The latest Premium Bonds draw has taken place, with winners from Kirklees and Sheffield bagging the two £1 million jackpot prizes – check if you could be one of the lucky ones
Premium Bonds holders are being urged to check their accounts, as more than 24 million people could be in for the surprise of their lives.
The latest monthly draw by National Savings and Investments (NS&I) has crowned two high value jackpot winners. The winners, from Kirklees and Sheffield, have taken home £1 million each after their winning bonds – 150EN423722 and 513EP525664, purchased in January 2009 and September 2022 – were picked in the February 2025 draw.
In an intriguing twist, four lucky savers bought their winning bonds in October 2024, with bond 599XX274163 snapped up in Ealing and Winning Bond 597SP775933 secured in Bristol. Meanwhile, bonds 597AR806603 and 596QF32316 found homes in Hampshire and Isle Of Wight and in Gwent Valleys.
NS&I proudly boasts on its website: “Most banks only guarantee your savings up to £85,000. We’re the only provider that secures 100% of your savings, however much you invest. We’re backed by HM Treasury and we’ve been helping people save for over 160 years. Today, over 24 million customers save with us.”
The site also states: “We created Premium Bonds and you can only get them from us. Open an account and you could win big in our monthly prize draw.” Part of the allure of Premium Bonds is discovering which areas have been touched by fortune each month.
However, to ensure winners’ privacy and safeguard their personal details, NS&I adheres to strict rules when it comes to disclosing prize-winning locations, reports Birmingham Live. “Each customer is assigned to a town, local authority, county or Government Standard Region and country.
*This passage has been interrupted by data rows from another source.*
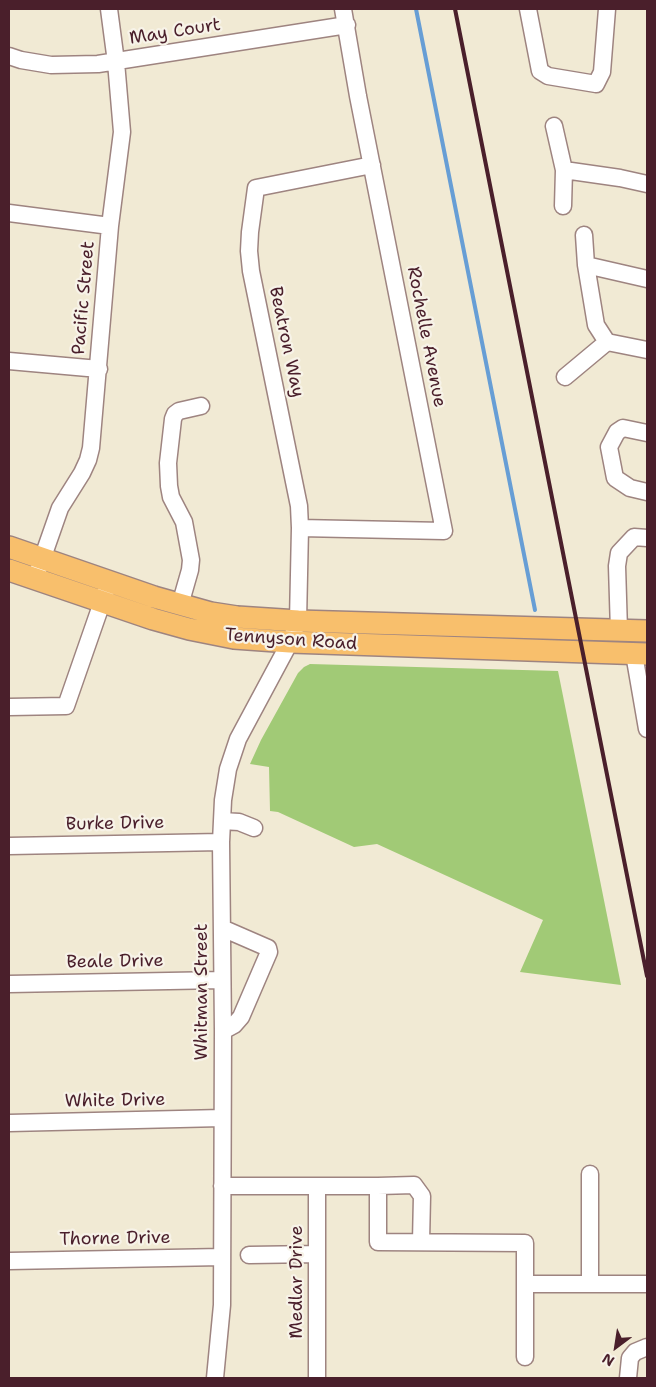 <!DOCTYPE html>
<html>
<head>
<meta charset="utf-8">
<style>
  body { margin:0 }
  #map { position:relative; width:656px; height:1387px; overflow:hidden; background:#f1ead4; font-family:"Shantell Sans",sans-serif }
  canvas { display:block }
  .frame { position:absolute; inset:0; border:10px solid #4a1f2b; pointer-events:none }
  .north { position:absolute; left:591px; top:1322px; width:50px; height:50px; -webkit-text-stroke:4px #f7f3e8; paint-order:stroke; rotate:211deg; font-size:14px; font-weight:700; line-height:20px; text-align:center; color:#4a1f2b }
  .north::after { content:''; display:block; margin:auto; width:18px; height:22px; background:#4a1f2b; clip-path:polygon(50% 0,100% 100%,50% 72%,0 100%) }
</style>
</head>
<body>
<div id="map">
<canvas width="656" height="1387"></canvas>
<div class="frame"></div>
<div class="north">N</div>
</div>
<script>
const ctx = document.querySelector('canvas').getContext('2d');
ctx.lineJoin = 'round';
function fillPath(path, color) { ctx.fillStyle = color; ctx.fill(path, 'evenodd'); }
const toPath = rows => new Path2D(rows.map(r => 'M' + r).join(''));
function strokePath(path, color, width, dash) { ctx.strokeStyle = color; ctx.lineWidth = width; ctx.lineCap = dash ? 'butt' : 'round'; ctx.setLineDash(dash || []); ctx.stroke(path); }
function write(font, color, halo, rows, align = 'center') {
  ctx.font = font + ' "Shantell Sans",sans-serif'; ctx.lineWidth = 4.5; ctx.setLineDash([]); ctx.textBaseline = 'middle'; ctx.strokeStyle = halo; ctx.fillStyle = color; for (const [text, x, y, turn = 0] of rows) {
    ctx.save(); ctx.translate(x, y); ctx.rotate((+turn || 0) * Math.PI / 180); ctx.textAlign = isNaN(turn) ? turn : align; if (halo) ctx.strokeText(text, 0, 0); ctx.fillText(text, 0, 0); ctx.restore();
  }
}
const green = toPath([
  [310,664,558,671,621,985,520,972,543,920,377,844,354,847,278,812,270,811,269,767,250,764,261,740,298,673,304,667]
]);
const stream = toPath([
  [416,9,535,610]
]);
const minor = toPath([
  [528,9,540,71,548,76,596,84,602,72,607,9],
  [9,56,21,60,51,65,98,64,347,25],
  [554,126,564,170,563,206],
  [564,170,620,178,647,184],
  [9,213,110,226],
  [584,235,586,265,596,325,607,342,647,350],
  [586,265,647,279],
  [9,361,99,369],
  [565,377,607,342],
  [647,433,623,428,617,432,609,447,615,478,630,488,647,492],
  [300,528,444,531,358,96,343,9],
  [39,568,60,508,82,473,88,460,91,448,110,226,122,132,116,62,109,9],
  [180,605,190,570,191,560,184,522,171,497,169,486,168,463,173,419,175,414,179,411,201,406],
  [619,631,617,566,619,553,634,537,647,538],
  [634,654,647,729],
  [9,707,66,706,106,591],
  [222,821,239,822,254,828],
  [9,846,221,842],
  [222,928,268,948,269,952,241,1017,234,1025,223,1031],
  [9,984,222,980],
  [9,1123,222,1118],
  [222,1186,378,1186,378,1242,525,1243,525,1284,647,1284],
  [317,1186,317,1378],
  [378,1186,414,1185,422,1196,421,1242],
  [249,1255,317,1254],
  [9,1261,222,1257],
  [525,1284,525,1357],
  [590,1284,590,1174],
  [215,1378,222,1305,223,1031,221,842,223,800,228,769,238,739,290,642,298,621,300,528,299,506,251,271,249,251,250,232,256,188,372,165],
  [628,1378,630,1358,635,1352,647,1347]
]);
const major = toPath([
  [9,547,154,597,211,613,237,617,298,621,647,631],
  [9,570,153,619,189,629,234,638,290,642,647,654]
]);
const rail = toPath([
  [455,9,647,976]
]);
const streetNames = [
  ["May Court",175,32,-9],
  ["Pacific Street",84,298,-85],
  ["Rochelle Avenue",426,337,79],
  ["Beatron Way",286,342,78],
  ["Tennyson Road",291,640,4],
  ["Burke Drive",115,824,-1],
  ["Beale Drive",115,962,-1],
  ["Whitman Street",202,992,-90],
  ["White Drive",115,1101,-1],
  ["Thorne Drive",115,1239,-1],
  ["Medlar Drive",297,1282,-90]
];
fillPath(green, '#a1ca76');
strokePath(stream, '#679ed5', 4);
strokePath(minor, '#9e8480', 19);
strokePath(major, '#9e8480', 24);
strokePath(minor, '#fff', 16);
strokePath(major, '#f8bf6c', 21);
strokePath(rail, '#4a1f2b', 4);
write('18px', '#4a1f2b', '#f7f3e8', streetNames);
</script>
</body>
</html>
“When a winner is assigned to a town with less than 100,000 holders assigned to it, then we use the following hierarchy until we find a level where that area has at least 100,000 Premium Bonds holders,” the rules explain. “For large towns and cities that are divided into local authorities or boroughs, we quote the area with the fewest customers over the 100,000 reporting limit. This may mean the list quotes a local authority area or borough instead of the town or city.
“For Premium Bonds holders living outside the UK, we only publish the country when there are at least 100,000 holders living there. Otherwise, we publish the area as ‘overseas’.”